Query Optimization

Intractable Problems” is a column designed to challenge and stimulate your thinking skills. In this issue I want to challenge you to look at some of the difficulties inherent in accessing the data in our computer systems.

Now, I know that each and every one of you always gets all the information out of the computer that you need, without difficulty. Why, we all use SQL, the structured query language designed for easy access into relational databases!

Let’s take a close look at SQL[1]. Did you know that SQL statements are relational calculus expressions? I am not making this up. Relational calculus is a way of expressing what our result is to be, without figuring out how to get it. Of course, we’re all calculus experts, right? Yeah, sure!

Guess what happens if we want some data which must be selected on more than one condition. For example, we would like to find all 65 year old males in the province of New Brunswick.

Now, logically, we know that there are two ways to find the answer. First, we could find all the males in New Brunswick and then look to see which of them are 65 years old. Or, we could find all the 65 year old people in New Brunswick and then see which of them are male. Does it make a difference which way we use?

Yes, it does. We would like to know the selectivity of each condition. Selectivity is the ratio between the amount of data that satisfies the condition to the total amount of data that must be searched. The selectivity is the probability that a specific data item is found.
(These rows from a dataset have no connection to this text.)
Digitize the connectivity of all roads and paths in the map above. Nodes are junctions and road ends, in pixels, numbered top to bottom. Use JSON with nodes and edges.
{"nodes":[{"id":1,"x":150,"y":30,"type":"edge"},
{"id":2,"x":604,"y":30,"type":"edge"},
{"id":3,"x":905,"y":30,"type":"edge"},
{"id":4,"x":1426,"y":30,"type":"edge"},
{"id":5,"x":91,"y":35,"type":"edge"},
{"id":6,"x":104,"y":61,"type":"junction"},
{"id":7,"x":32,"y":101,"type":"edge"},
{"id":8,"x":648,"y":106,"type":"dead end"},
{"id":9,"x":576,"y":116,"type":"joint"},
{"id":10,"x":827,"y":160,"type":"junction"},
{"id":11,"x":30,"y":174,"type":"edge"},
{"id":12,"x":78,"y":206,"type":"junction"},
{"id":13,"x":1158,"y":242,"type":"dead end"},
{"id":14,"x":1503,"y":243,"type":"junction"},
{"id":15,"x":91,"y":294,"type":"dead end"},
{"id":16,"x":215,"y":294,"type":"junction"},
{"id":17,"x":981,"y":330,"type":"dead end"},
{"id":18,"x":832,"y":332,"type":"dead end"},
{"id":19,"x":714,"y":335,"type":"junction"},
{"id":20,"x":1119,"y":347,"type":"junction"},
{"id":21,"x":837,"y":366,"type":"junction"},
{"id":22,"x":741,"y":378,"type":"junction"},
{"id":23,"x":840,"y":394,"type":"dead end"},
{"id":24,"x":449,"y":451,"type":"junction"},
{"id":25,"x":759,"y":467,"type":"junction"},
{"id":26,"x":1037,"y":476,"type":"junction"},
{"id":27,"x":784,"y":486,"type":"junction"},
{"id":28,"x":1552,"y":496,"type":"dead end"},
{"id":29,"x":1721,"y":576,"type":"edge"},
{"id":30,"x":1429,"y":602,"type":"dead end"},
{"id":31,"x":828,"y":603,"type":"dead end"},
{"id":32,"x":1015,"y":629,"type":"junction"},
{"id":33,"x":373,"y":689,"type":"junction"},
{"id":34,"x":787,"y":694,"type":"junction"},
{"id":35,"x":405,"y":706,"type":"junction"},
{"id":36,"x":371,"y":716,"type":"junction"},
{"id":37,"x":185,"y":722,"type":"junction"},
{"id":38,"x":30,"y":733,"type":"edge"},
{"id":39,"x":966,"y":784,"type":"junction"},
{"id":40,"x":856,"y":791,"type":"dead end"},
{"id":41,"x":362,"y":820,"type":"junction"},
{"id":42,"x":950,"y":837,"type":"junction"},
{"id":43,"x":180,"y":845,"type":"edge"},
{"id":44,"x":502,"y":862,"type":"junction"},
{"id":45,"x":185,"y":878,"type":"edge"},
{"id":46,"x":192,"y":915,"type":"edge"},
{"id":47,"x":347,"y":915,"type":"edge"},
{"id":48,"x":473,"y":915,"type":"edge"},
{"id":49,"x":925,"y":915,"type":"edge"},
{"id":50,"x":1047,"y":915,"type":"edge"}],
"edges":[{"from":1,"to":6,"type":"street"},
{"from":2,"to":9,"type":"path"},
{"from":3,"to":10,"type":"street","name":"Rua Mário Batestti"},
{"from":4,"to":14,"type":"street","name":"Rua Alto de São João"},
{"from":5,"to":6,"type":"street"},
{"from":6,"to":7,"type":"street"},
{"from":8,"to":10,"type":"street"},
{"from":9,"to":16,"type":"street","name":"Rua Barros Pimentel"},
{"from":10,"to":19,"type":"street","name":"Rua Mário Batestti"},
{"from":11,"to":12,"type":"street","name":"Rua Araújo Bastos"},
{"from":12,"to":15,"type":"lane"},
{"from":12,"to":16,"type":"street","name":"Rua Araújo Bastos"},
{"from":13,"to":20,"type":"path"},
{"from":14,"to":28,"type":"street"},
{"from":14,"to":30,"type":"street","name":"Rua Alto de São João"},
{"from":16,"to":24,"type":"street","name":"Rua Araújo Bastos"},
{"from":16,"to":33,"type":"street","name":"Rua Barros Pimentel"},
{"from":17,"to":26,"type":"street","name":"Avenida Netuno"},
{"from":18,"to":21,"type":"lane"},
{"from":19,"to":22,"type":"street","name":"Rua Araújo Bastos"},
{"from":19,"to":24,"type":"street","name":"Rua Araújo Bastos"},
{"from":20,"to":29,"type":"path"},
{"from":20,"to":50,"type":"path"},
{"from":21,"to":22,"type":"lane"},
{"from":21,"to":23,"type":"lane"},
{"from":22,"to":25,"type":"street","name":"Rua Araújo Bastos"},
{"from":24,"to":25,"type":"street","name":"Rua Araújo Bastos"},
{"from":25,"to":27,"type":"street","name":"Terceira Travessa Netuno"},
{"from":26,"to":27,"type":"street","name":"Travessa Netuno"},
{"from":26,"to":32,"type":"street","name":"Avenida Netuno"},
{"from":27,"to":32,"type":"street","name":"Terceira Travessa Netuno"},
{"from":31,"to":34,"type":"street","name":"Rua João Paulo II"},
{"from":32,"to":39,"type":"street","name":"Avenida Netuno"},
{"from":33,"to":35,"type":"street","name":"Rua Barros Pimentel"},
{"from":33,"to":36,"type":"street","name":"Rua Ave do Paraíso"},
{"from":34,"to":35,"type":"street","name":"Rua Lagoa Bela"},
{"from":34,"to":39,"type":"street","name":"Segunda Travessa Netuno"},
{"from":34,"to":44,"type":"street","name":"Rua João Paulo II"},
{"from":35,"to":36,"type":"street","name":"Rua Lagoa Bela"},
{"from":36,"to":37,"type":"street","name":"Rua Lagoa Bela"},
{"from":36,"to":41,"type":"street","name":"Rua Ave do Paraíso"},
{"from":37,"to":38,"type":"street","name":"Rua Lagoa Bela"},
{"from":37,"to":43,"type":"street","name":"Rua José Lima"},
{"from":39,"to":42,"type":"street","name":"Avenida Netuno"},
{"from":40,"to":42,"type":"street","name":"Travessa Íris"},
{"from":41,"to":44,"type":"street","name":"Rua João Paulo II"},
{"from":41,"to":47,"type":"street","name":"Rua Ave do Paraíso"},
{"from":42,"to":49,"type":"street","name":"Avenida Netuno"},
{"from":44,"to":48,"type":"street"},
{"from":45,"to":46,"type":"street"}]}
If the selectivity is small, then only a few data items are selected by the condition. We want to use this condition first in any compound expression so that we minimize the amount of work necessary to satisfy the next condition. In general, for multiple conjunctive conditions, the best order of application is from smallest selectivity to largest.

In many cases neither you nor I nor the computer know the precise selectivities. So, the best assumption we can make is that the data is uniformly distributed across its range. For example, assuming uniform distributions, if we are looking for 65 year old males in a population then we can predict that a gender selectivity is 0.5 and an age selectivity is 0.01.  This assumes that gender is either male or female and age ranges across integer values from 1 to 100.  With these selectivities we will get a 50 fold reduction in search work if we select on age before gender. In other words, to find out how many 65 year old people are male, first find those who are 65 years old and then find out who are male. The other way is far too difficult.

Now, let’s raise the stakes. What happens if the distribution is not uniform? Let’s introduce a new area attribute and consider the case where 95% of the people in our population live in the province of New Brunswick and the remaining 5% live in 199 different areas of the world. In this case there are 200 different area values. The area selectivity, assuming a uniform distribution, is 1/200 or 0.005.  This is much smaller than the age selectivity shown above. According to our rule, the area attribute should be accessed first given any query with a conjunctive clause relating area and age and gender.

But  this is a very poor plan if we wanted a New Brunswick resident because 95% of people in our population will be chosen first.  Our distribution was not very uniform, was it? How is a person to know this, without understanding the data and applying some calculus?

SQL, a language founded on relational calculus, does not help us choose the most effective query formulation. SQL is a language to specify what we want, but not how to do it.  The query optimization task is often an intractable problem, frequently left to some foolish computer to figure out.

So, the next time the computer is slow, ask yourself if there was something that you could have done to formulate your request in a better way.  I don’t think you expect the computer to know how to solve problems that you yourself can’t do. Or do we expect computers to do our thinking for us?  Now that is an interesting problem!

Next issue, I want to take a critical look at the serious problems involved in processing information. Do you think that there are any limits as to what we can do?





Footnotes

1. Codd, E.F. “A Data Base Sublanguage Founded on Relational Calculus”, Proc. 1971 ACM SIGFIDET Workshop on Data Description, Access and Control.